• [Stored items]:
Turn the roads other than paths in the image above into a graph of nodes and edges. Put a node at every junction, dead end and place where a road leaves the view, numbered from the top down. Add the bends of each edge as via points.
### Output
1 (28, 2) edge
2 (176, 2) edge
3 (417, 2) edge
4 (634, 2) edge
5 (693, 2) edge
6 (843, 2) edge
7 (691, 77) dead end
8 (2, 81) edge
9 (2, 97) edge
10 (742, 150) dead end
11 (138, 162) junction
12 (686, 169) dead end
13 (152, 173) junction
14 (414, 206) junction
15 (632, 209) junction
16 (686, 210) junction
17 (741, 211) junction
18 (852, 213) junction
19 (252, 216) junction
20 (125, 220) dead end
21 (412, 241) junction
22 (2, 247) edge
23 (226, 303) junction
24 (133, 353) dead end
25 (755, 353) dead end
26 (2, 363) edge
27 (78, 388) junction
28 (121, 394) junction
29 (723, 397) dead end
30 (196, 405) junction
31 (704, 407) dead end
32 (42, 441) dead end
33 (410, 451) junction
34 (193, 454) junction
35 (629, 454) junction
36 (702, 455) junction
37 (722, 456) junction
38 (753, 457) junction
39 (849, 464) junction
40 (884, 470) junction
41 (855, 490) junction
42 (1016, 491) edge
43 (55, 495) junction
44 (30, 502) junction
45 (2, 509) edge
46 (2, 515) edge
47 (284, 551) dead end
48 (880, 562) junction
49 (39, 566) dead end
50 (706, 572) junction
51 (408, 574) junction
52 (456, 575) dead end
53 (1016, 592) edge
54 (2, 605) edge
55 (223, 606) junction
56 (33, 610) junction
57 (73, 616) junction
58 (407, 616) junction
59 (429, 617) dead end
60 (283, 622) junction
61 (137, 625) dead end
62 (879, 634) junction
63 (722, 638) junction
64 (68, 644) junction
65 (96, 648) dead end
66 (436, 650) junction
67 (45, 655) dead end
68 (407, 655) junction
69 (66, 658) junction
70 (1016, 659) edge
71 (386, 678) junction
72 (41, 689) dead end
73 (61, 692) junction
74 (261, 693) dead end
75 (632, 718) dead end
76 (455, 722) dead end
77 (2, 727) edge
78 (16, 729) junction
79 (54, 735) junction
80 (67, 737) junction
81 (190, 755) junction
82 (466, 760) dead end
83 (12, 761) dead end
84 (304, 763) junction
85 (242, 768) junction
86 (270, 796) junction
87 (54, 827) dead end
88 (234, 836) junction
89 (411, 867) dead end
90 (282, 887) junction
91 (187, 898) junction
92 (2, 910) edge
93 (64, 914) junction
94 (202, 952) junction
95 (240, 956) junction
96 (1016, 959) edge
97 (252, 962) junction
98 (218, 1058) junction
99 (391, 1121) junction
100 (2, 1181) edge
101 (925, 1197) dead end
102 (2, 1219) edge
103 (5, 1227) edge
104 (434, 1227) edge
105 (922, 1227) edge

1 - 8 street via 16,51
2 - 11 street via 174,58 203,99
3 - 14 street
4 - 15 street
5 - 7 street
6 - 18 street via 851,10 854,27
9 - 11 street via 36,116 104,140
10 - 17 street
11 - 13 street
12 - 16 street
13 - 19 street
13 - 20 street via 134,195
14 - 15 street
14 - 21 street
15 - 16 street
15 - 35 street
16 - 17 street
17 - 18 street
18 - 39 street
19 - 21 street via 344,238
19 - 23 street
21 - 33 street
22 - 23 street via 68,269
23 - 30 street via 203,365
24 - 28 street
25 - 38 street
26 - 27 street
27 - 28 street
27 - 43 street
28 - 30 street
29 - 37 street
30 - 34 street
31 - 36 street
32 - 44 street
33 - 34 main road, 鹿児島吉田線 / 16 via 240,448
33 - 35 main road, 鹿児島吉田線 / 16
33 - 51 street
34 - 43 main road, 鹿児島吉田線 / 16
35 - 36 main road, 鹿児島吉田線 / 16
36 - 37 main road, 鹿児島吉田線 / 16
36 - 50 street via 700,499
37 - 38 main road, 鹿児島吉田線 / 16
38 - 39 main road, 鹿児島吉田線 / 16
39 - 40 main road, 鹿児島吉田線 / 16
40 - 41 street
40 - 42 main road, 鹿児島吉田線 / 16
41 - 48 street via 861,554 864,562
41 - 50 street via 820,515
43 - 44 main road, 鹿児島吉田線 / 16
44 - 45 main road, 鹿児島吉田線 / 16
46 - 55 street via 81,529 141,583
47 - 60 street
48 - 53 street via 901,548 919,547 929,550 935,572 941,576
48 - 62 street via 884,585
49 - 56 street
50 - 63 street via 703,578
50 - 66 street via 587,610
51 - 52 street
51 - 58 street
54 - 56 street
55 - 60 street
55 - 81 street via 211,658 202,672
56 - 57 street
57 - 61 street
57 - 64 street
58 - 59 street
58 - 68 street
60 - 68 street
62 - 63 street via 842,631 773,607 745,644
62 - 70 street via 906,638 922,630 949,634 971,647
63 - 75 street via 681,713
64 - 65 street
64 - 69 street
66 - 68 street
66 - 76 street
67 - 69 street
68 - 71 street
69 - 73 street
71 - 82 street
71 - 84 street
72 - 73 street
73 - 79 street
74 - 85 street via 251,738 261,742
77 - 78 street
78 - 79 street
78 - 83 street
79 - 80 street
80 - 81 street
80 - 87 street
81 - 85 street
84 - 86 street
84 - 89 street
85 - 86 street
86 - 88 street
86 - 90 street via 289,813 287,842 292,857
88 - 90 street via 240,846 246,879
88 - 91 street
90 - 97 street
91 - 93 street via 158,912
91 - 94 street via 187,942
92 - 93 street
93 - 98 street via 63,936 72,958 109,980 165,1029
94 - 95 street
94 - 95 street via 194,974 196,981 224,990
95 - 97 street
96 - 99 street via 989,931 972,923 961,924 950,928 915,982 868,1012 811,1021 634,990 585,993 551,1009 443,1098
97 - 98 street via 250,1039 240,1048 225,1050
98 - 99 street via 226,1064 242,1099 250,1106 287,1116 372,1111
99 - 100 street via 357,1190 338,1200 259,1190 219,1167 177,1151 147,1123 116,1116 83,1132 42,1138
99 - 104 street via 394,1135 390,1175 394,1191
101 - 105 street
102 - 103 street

• [GOAL OF THE EXERCISE]: Pull every line containing "road" from the entries above and copy it.

• [ANSWER]:
Turn the roads other than paths in the image above into a graph of nodes and edges. Put a node at every junction, dead end and place where a road leaves the view, numbered from the top down. Add the bends of each edge as via points.
33 - 34 main road, 鹿児島吉田線 / 16 via 240,448
33 - 35 main road, 鹿児島吉田線 / 16
34 - 43 main road, 鹿児島吉田線 / 16
35 - 36 main road, 鹿児島吉田線 / 16
36 - 37 main road, 鹿児島吉田線 / 16
37 - 38 main road, 鹿児島吉田線 / 16
38 - 39 main road, 鹿児島吉田線 / 16
39 - 40 main road, 鹿児島吉田線 / 16
40 - 42 main road, 鹿児島吉田線 / 16
43 - 44 main road, 鹿児島吉田線 / 16
44 - 45 main road, 鹿児島吉田線 / 16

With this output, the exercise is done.